Helium is so precious the British Medical Association recently called for the end of its use in “frivolous” balloons so that it wouldn’t be wasted.

“We’re going to be looking back and thinking, I can’t believe people just used to fill up their balloons with it, when it’s so precious and unique,” a Cambridge University chemist said in a BBC article.

The problem, experts point out, is that once helium is extracted from the ground and used, it’s gone forever. (Think about that next time you watch a balloon float away.) Helium is created when radioactive uranium breaks down, which is happening all over the world, and is recovered from mines. When uranium is deeper below the surface, helium often collects with natural gas and can be extracted along with it.

Which brings us to just outside Amarillo, Texas — home of the National Helium Reserve. The U.S. has historically extracted more helium than any other country (we make about 30 percent of the world’s supply) and it has primarily come from Texas. This explains why Texas was chosen as the location of the Reserve in 1925, which was a strategic supply hub for airship gas. Trouble is, U.S. helium reserves have fallen and the U.S. has a mandate to sell them all off. In fact, unless Congress changes the law governing the Reserve, it is slated to close shop in 2021.

Where will that leave us?

Prices on the helium market have yo-yoed over the years. But brief shortages coupled with high demand have led to a steady increase in prices.
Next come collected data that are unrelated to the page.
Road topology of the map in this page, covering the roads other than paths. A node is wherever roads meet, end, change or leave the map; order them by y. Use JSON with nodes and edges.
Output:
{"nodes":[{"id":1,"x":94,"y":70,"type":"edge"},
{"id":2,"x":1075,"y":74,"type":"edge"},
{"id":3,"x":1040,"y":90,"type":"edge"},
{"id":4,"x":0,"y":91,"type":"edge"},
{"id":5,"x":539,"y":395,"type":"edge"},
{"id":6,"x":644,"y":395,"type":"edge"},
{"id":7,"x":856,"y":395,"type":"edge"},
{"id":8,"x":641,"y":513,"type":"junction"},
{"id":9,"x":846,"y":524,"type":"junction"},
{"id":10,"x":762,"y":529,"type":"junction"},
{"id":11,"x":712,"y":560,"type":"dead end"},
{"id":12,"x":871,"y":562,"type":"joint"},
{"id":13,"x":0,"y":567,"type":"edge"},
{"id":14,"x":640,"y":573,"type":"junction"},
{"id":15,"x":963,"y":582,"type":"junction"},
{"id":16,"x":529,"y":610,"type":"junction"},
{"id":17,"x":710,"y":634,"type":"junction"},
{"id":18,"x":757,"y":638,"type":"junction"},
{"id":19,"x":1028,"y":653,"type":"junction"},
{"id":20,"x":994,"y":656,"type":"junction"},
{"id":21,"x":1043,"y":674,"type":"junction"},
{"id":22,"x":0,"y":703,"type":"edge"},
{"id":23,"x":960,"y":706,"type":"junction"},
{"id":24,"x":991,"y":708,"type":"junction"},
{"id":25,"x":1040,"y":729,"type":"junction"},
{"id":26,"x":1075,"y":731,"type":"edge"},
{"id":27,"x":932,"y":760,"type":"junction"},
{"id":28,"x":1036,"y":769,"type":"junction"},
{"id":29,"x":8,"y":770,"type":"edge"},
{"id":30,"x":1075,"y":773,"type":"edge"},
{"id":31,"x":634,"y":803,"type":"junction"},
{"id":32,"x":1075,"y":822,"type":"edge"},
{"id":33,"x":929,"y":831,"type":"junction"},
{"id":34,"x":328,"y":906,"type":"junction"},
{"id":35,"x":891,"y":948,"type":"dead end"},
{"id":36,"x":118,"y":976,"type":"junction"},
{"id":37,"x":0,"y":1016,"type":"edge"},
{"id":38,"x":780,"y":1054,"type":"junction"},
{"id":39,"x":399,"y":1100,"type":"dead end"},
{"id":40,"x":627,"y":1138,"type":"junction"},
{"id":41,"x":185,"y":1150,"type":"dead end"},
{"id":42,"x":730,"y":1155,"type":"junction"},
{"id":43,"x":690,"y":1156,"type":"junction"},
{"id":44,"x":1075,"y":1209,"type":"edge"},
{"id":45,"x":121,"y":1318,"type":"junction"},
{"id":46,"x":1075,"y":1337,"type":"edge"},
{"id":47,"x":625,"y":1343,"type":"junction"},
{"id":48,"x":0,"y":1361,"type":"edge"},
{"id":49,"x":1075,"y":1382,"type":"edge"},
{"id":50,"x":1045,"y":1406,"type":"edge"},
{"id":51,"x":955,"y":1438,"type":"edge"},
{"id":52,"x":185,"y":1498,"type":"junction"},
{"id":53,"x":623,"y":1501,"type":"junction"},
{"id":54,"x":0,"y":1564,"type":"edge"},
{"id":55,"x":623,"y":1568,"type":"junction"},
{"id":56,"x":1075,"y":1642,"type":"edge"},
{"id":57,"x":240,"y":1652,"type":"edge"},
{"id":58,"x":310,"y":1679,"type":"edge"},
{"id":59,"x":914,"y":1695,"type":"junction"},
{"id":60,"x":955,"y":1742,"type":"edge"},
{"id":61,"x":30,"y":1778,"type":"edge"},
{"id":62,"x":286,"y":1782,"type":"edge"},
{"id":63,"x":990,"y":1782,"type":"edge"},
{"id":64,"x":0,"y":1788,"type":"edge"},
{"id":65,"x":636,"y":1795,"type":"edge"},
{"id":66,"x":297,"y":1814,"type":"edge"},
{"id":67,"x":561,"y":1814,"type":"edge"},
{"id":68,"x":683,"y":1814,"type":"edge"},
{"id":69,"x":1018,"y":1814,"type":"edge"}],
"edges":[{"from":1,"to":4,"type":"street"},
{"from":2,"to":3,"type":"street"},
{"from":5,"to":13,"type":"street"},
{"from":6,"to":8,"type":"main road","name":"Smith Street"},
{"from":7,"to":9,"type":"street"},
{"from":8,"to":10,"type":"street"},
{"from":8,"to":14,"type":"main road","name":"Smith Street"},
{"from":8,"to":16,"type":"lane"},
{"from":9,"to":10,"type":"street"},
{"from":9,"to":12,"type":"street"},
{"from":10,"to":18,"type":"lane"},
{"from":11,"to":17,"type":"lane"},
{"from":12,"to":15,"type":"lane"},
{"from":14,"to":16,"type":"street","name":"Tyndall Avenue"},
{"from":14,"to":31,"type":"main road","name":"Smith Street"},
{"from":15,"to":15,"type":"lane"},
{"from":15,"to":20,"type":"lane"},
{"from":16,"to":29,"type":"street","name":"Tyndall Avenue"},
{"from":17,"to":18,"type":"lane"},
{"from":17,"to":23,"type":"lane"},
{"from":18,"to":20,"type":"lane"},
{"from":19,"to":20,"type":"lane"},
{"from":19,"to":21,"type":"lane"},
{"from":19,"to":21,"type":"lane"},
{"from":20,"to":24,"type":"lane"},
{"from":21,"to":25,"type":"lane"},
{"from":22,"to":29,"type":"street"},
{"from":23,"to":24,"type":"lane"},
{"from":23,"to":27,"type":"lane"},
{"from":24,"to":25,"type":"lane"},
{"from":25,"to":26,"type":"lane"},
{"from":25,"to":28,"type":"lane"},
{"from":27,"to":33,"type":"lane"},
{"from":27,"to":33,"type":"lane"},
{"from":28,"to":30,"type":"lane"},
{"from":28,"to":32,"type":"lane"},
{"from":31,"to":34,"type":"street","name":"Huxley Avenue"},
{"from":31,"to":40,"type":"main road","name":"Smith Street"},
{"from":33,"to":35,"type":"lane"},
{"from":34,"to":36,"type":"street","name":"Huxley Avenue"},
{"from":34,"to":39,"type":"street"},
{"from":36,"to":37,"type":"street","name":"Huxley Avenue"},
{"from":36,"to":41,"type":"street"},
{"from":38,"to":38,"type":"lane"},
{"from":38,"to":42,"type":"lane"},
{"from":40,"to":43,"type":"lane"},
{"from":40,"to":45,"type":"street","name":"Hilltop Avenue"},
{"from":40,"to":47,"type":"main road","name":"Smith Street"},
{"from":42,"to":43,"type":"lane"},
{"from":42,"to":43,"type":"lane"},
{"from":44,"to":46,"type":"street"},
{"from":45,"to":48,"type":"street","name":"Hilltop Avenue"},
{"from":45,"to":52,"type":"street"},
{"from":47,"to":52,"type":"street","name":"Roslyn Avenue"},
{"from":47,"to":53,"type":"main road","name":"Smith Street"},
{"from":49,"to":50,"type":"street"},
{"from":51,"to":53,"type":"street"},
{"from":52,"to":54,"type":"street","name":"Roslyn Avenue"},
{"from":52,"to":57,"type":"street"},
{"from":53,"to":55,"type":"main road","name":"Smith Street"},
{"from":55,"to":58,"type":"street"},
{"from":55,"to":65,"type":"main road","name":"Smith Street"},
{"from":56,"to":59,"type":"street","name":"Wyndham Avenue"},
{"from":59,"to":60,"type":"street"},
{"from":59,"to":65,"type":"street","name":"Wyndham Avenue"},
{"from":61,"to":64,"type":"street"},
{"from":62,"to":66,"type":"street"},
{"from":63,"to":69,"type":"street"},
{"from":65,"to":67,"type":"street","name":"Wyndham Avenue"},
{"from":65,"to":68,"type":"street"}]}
The cost of helium matters, because if it’s competitive enough, the market will come up with ways to fill in the shrinking helium balloon. Or at least, that’s the hope.

The Future of Helium

The search has already begun to find alternatives to helium.

Some have looked to nitrogen or hydrogen in some medical applications, such as chromatography. But for other applications, no replacement exists.

Other countries with helium reserves have also stepped up their game, including Qatar, which now has several helium production plants and has become a supplier of 14 percent of the world’s helium.

Some have kicked around the idea of recycling helium, which might become a more economically viable option when the price is right.

But even cooler: China announced earlier this year it plans to mine the moon for helium-3, which is sought after as a fusion fuel. While Earth’s magnetic field shields it from the Sun’s release of helium-3, the gas readily collects on the Moon, where it is estimated that about five million tons are stored on the top surface layer.

So while it’s true that the U.S. supply of helium may be dwindling, that doesn’t mean we’re in any immediate danger of losing this precious element. In fact, just as fracking shale brought a revolution to the oil and gas industry after we had already passed what was believed to be “peak oil” discovering new extraction methods could do the same for helium.

And we probably don’t have to wave goodbye to our party balloons for some time to come.